Last updated on July 2019

Vitamin D as a Therapeutic Adjunct in the Stimulant Treatment of ADHD


Brief description of study

Specific Aim 1: As part of a within-subject, two-days, study design, to determine whether acute calcitriol (vs. placebo) pre-treatment is associated with greater amphetamine (Amp)-induced dopamine (DA) release in the caudate, putamen, ventral striatum (VST), and substantia nigra / ventral tegmental area (SN/VTA) of healthy human subjects.

Specific Aim 2: To determine whether acute calcitriol (vs. placebo) pre-treatment is associated with better performance on a test of attention (e.g., the continuous Performance Task or CPT-AX), after treatment with amphetamine. Hypothesis: Investigators hypothesize that Subjects pre-treated with calcitriol will have faster reaction times/higher accuracy on the CPT-AX vs. subjects pre-treated with placebo, after treatment with amphetamine.

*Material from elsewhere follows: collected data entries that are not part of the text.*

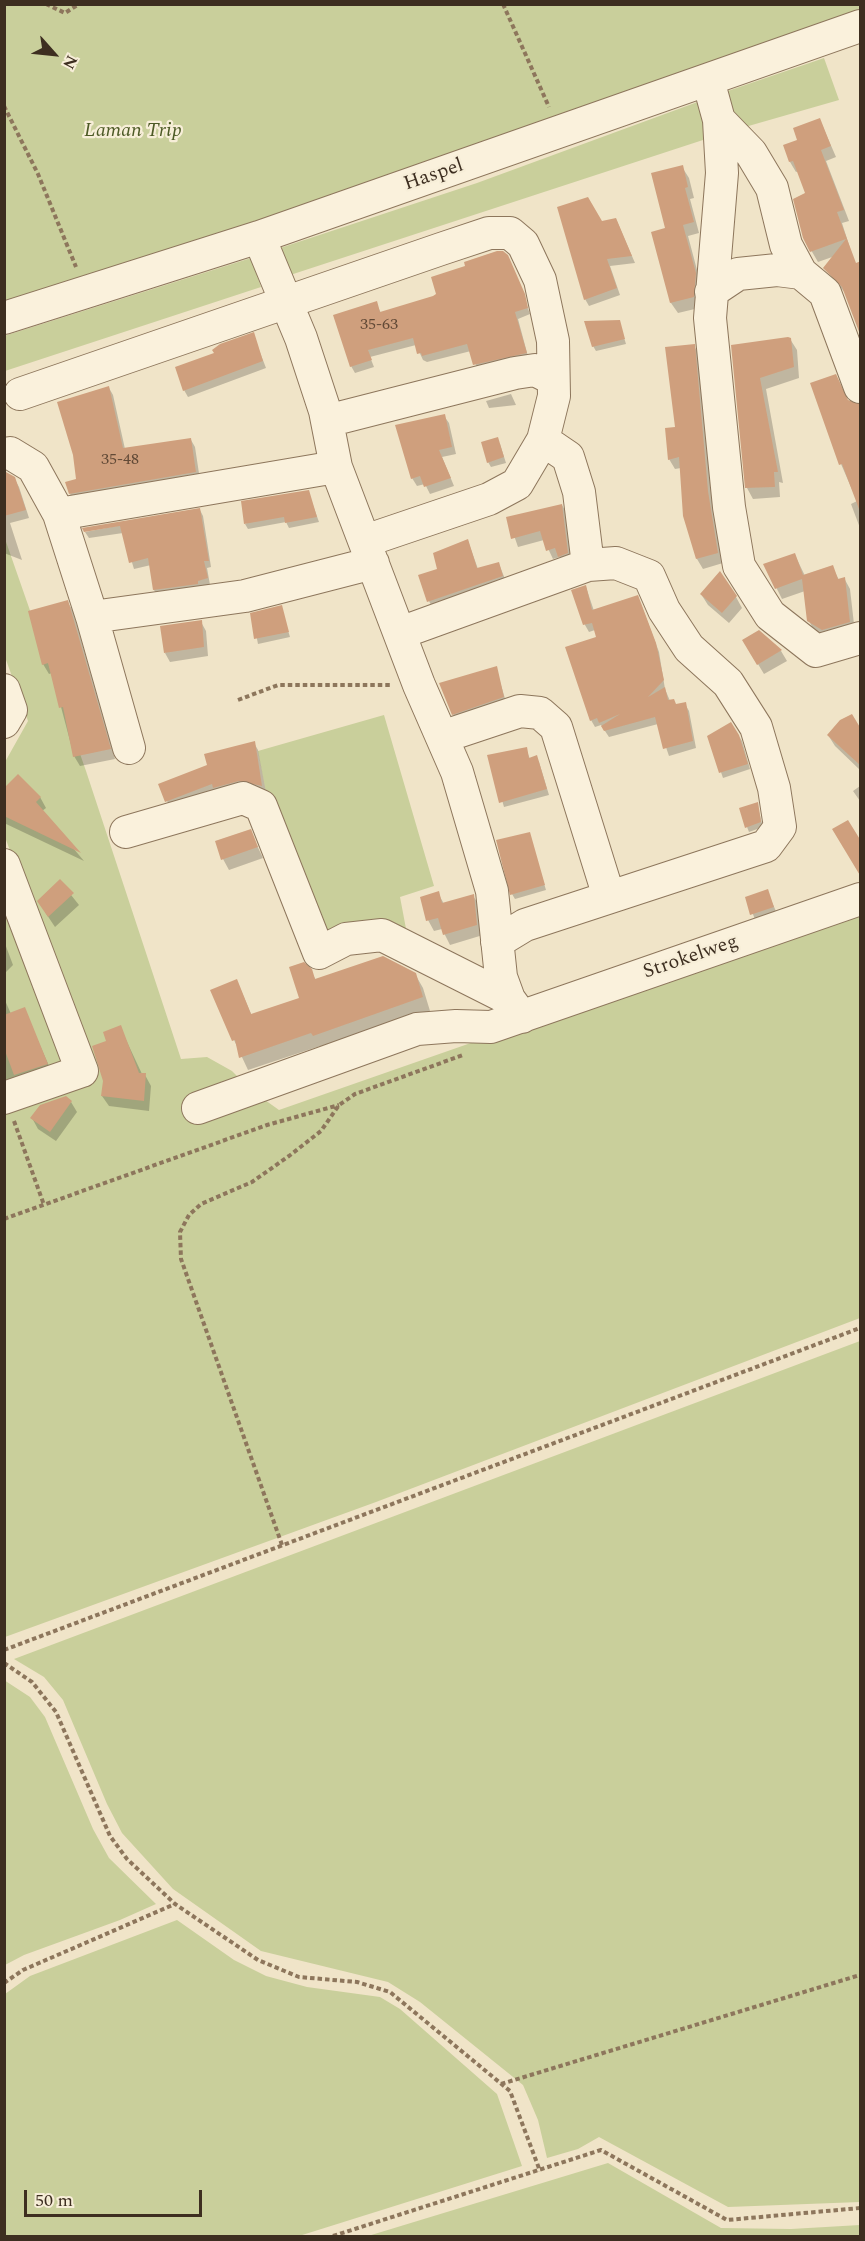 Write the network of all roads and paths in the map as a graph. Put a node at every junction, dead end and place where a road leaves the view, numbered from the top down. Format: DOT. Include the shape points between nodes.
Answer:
graph roads {
  1 [pos="46,4"];
  2 [pos="79,4"];
  3 [pos="503,4"];
  4 [pos="861,26"];
  5 [pos="708,80"];
  6 [pos="4,106"];
  7 [pos="719,120"];
  8 [pos="558,132"];
  9 [pos="260,237"];
  10 [pos="801,273"];
  11 [pos="86,291"];
  12 [pos="711,292"];
  13 [pos="285,302"];
  14 [pos="4,318"];
  15 [pos="554,379"];
  16 [pos="861,387"];
  17 [pos="20,394"];
  18 [pos="327,421"];
  19 [pos="543,440"];
  20 [pos="10,453"];
  21 [pos="336,467"];
  22 [pos="59,514"];
  23 [pos="369,552"];
  24 [pos="588,565"];
  25 [pos="92,617"];
  26 [pos="400,633"];
  27 [pos="861,638"];
  28 [pos="419,685"];
  29 [pos="4,690"];
  30 [pos="238,700"];
  31 [pos="4,722"];
  32 [pos="442,737"];
  33 [pos="129,748"];
  34 [pos="126,832"];
  35 [pos="4,865"];
  36 [pos="609,897"];
  37 [pos="861,899"];
  38 [pos="496,942"];
  39 [pos="516,1008"];
  40 [pos="474,1051"];
  41 [pos="5,1098"];
  42 [pos="339,1105"];
  43 [pos="198,1108"];
  44 [pos="45,1205"];
  45 [pos="4,1219"];
  46 [pos="861,1328"];
  47 [pos="282,1545"];
  48 [pos="4,1650"];
  49 [pos="4,1663"];
  50 [pos="175,1904"];
  51 [pos="861,1975"];
  52 [pos="4,1983"];
  53 [pos="501,2084"];
  54 [pos="540,2171"];
  55 [pos="861,2208"];
  56 [pos="333,2236"];
  1 -- 2 [label="path" via="64,13"];
  3 -- 8 [label="path"];
  4 -- 5 [label="street, Haspel"];
  5 -- 7 [label="street"];
  5 -- 8 [label="street, Haspel"];
  6 -- 11 [label="path" via="38,174"];
  7 -- 10 [label="street" via="751,153 772,188 786,245"];
  7 -- 12 [label="street" via="722,173"];
  8 -- 9 [label="street, Haspel"];
  9 -- 11 [label="street, Haspel"];
  9 -- 13 [label="street"];
  10 -- 12 [label="street" via="777,270 738,274"];
  10 -- 16 [label="street" via="825,293"];
  11 -- 14 [label="street, Haspel"];
  12 -- 27 [label="street" via="710,318 729,507 739,566 770,615 816,651"];
  13 -- 15 [label="street" via="489,233 510,233 523,244 540,280 553,340"];
  13 -- 17 [label="street"];
  13 -- 18 [label="street" via="301,338"];
  15 -- 18 [label="street" via="536,370 515,373"];
  15 -- 19 [label="street" via="554,396"];
  18 -- 21 [label="street"];
  19 -- 23 [label="street" via="517,484"];
  19 -- 24 [label="street" via="568,457 579,492"];
  20 -- 22 [label="street" via="33,466"];
  21 -- 22 [label="street"];
  21 -- 23 [label="street"];
  22 -- 25 [label="street"];
  23 -- 25 [label="street" via="245,596"];
  23 -- 26 [label="street"];
  24 -- 26 [label="street"];
  24 -- 36 [label="street" via="616,563 649,576 664,610 688,648 728,683 756,727 774,788 780,827 766,846"];
  25 -- 33 [label="street"];
  26 -- 28 [label="street"];
  28 -- 30 [label="path" via="278,685"];
  28 -- 32 [label="street"];
  29 -- 31 [label="street" via="11,710"];
  32 -- 36 [label="street" via="520,711 540,713 556,727"];
  32 -- 38 [label="street" via="457,772 492,891"];
  34 -- 39 [label="street" via="243,798 261,806 319,953 346,939 382,935"];
  35 -- 41 [label="street" via="82,1071"];
  36 -- 38 [label="street" via="525,925"];
  37 -- 39 [label="street, Strokelweg"];
  38 -- 39 [label="street" via="501,977"];
  39 -- 43 [label="street, Strokelweg" via="491,1027 417,1029"];
  40 -- 42 [label="path" via="382,1083"];
  41 -- 44 [label="path"];
  42 -- 44 [label="path" via="267,1125"];
  42 -- 47 [label="path" via="321,1131 252,1182 201,1204 180,1232 181,1259"];
  44 -- 45 [label="path"];
  46 -- 47 [label="path"];
  47 -- 48 [label="path"];
  49 -- 50 [label="path" via="32,1682 56,1712 110,1836 127,1859"];
  50 -- 52 [label="path" via="23,1970"];
  50 -- 53 [label="path" via="258,1960 298,1977 357,1982 390,1992"];
  51 -- 53 [label="path"];
  53 -- 54 [label="path" via="510,2091"];
  54 -- 55 [label="path" via="601,2150 727,2220"];
  54 -- 56 [label="path"];
}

Detailed Study Description

Increases in the rates of childhood ADHD over the past two decades have lead to speculation that calcitriol deficiency (e.g., secondary to the increased use of sunscreen and/or increases in sedentary, indoor lifestyles in children) plays a causal/contributory role in the etiology of ADHD. To date, evidence of a direct link is lacking. One study showed higher maternal circulating Vitamin D levels in pregnancy are associated with lower risk of developing ADHD-like symptoms in childhood. On the other hand, another study did not replicate the above association, and a prospective study using umbilical cord samples stored at the time of birth reported no difference in serum vitamin D levels between ADHD group versus healthy controls. In terms of clinical trials, one randomized double blind study among adults with ADHD reported a beneficial effect of the intervention, measured with the Conners Adult ADHR rating scale, in comparison with placebo, but the intervention included the combination of vitamin D and several other micronutrients. An analysis of moderators of a positive response to ADHD behaviors did not reveal a significant predictive effect of vitamin D.

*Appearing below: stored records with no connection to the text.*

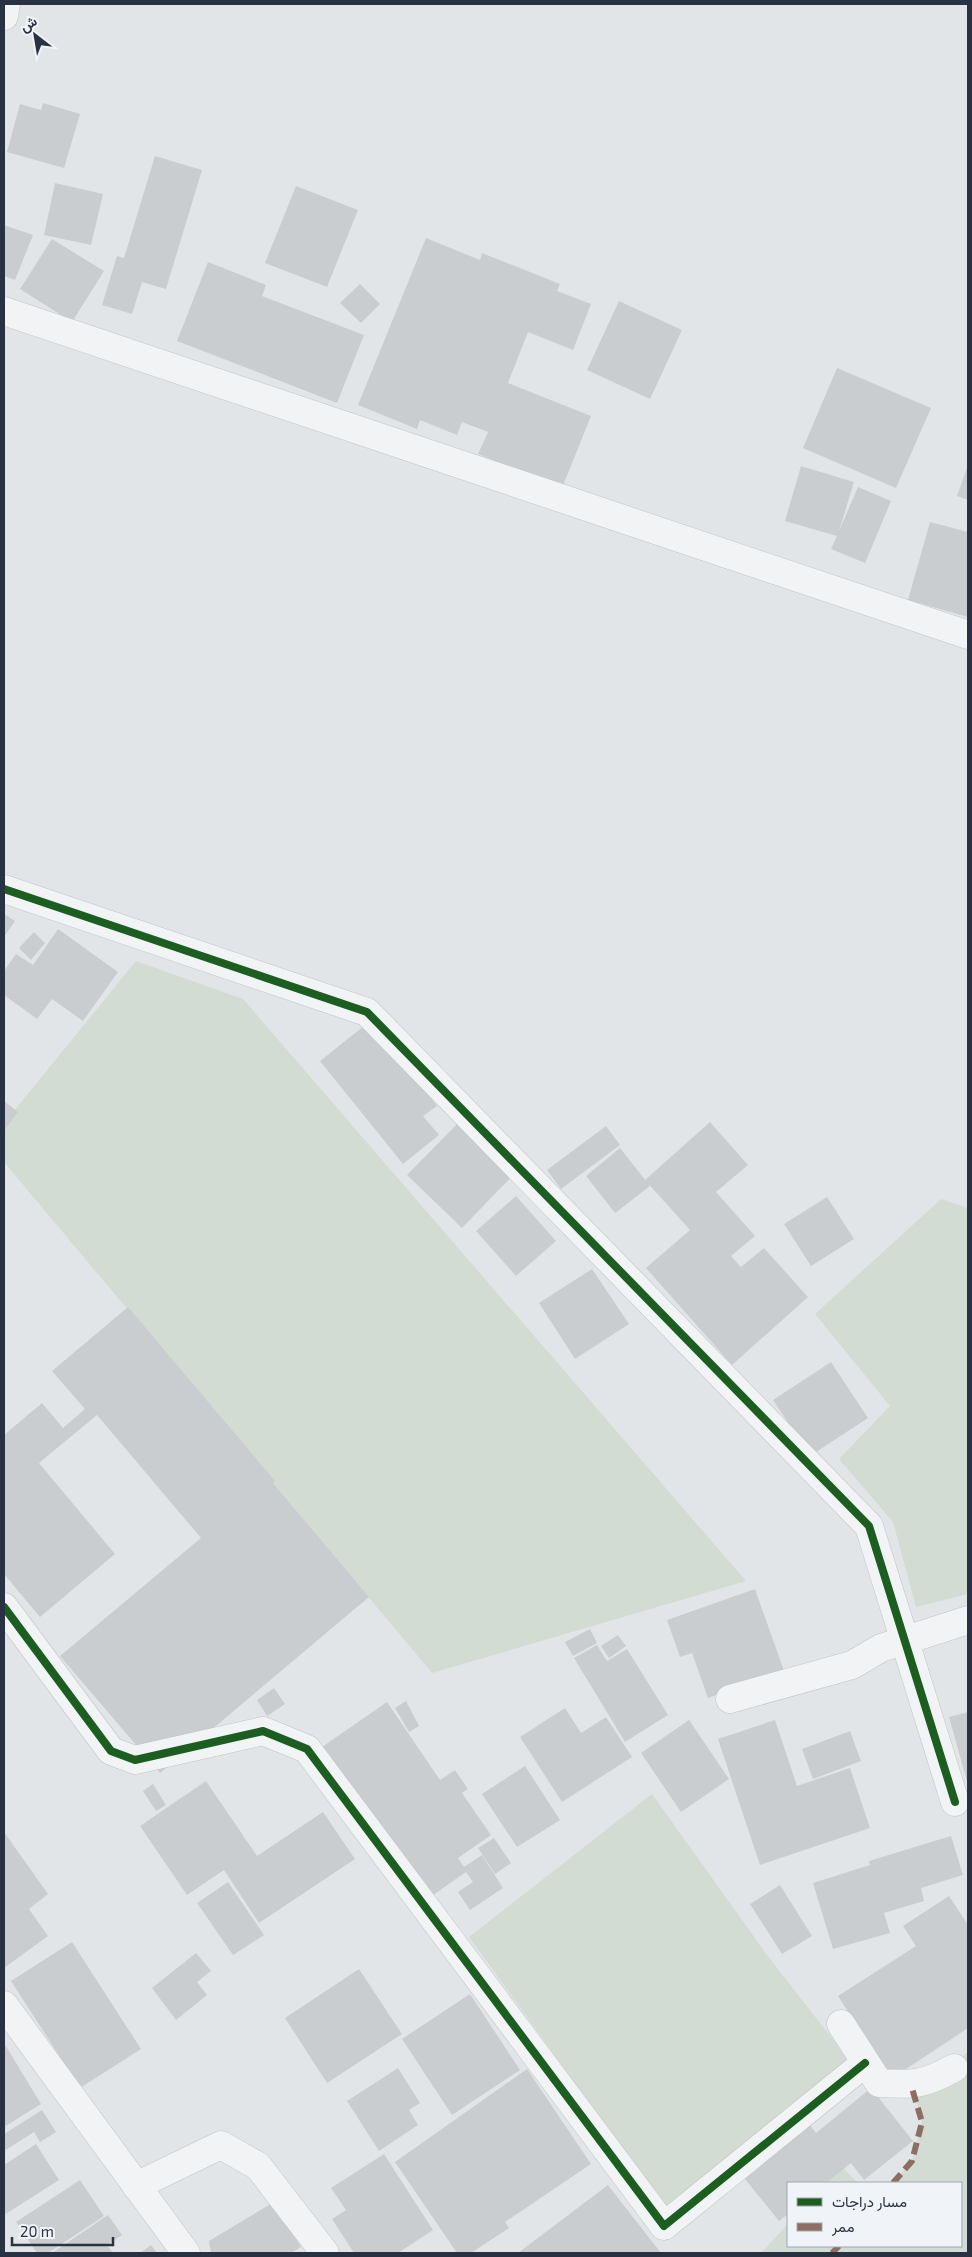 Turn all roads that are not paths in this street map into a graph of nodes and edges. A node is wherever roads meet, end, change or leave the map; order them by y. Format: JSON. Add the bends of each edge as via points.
{"nodes":[{"id":1,"x":6,"y":4,"type":"edge"},
{"id":2,"x":4,"y":16,"type":"edge"},
{"id":3,"x":4,"y":311,"type":"edge"},
{"id":4,"x":968,"y":635,"type":"edge"},
{"id":5,"x":4,"y":888,"type":"edge"},
{"id":6,"x":4,"y":1606,"type":"edge"},
{"id":7,"x":968,"y":1620,"type":"edge"},
{"id":8,"x":904,"y":1641,"type":"junction"},
{"id":9,"x":730,"y":1699,"type":"dead end"},
{"id":10,"x":955,"y":1802,"type":"dead end"},
{"id":11,"x":4,"y":2005,"type":"edge"},
{"id":12,"x":840,"y":2024,"type":"dead end"},
{"id":13,"x":866,"y":2063,"type":"junction"},
{"id":14,"x":954,"y":2068,"type":"dead end"},
{"id":15,"x":136,"y":2186,"type":"junction"},
{"id":16,"x":186,"y":2253,"type":"edge"},
{"id":17,"x":325,"y":2253,"type":"edge"}],
"edges":[{"from":1,"to":2,"type":"street"},
{"from":3,"to":4,"type":"street"},
{"from":5,"to":8,"type":"street","via":[[367,1012],[869,1526]]},
{"from":6,"to":13,"type":"street","via":[[111,1751],[135,1760],[263,1731],[307,1749],[664,2226]]},
{"from":7,"to":8,"type":"street"},
{"from":8,"to":9,"type":"street","via":[[881,1648],[852,1665]]},
{"from":8,"to":10,"type":"street"},
{"from":11,"to":15,"type":"street"},
{"from":12,"to":13,"type":"street"},
{"from":13,"to":14,"type":"street","via":[[879,2083],[911,2084],[933,2080]]},
{"from":15,"to":16,"type":"street"},
{"from":15,"to":17,"type":"street","via":[[221,2146],[258,2166]]}]}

However, recent studies provide intriguing indirect evidence of an inverse relationship between solar intensity (SI) and/or altitude (a proxy for greater sun/UV light exposure) and regional rates of ADHD. One study examined three large datasets across 49 U.S. states for 2003 and 2007, and across 9 non-U.S. countries. This study examined the prevalence of ADHD and Solar Intensity (SI) maps. They found an inverse association between solar intensity and prevalence of ADHD. Another study examined two national survey datasets. They found an inverse relationship between altitude and prevalence of ADHD. Investigators hypothesize, as suggested by Huber, that a common denominator on the above studies is the increased vitamin D levels in those exposed to a higher solar intensity, which is known to increase with altitude.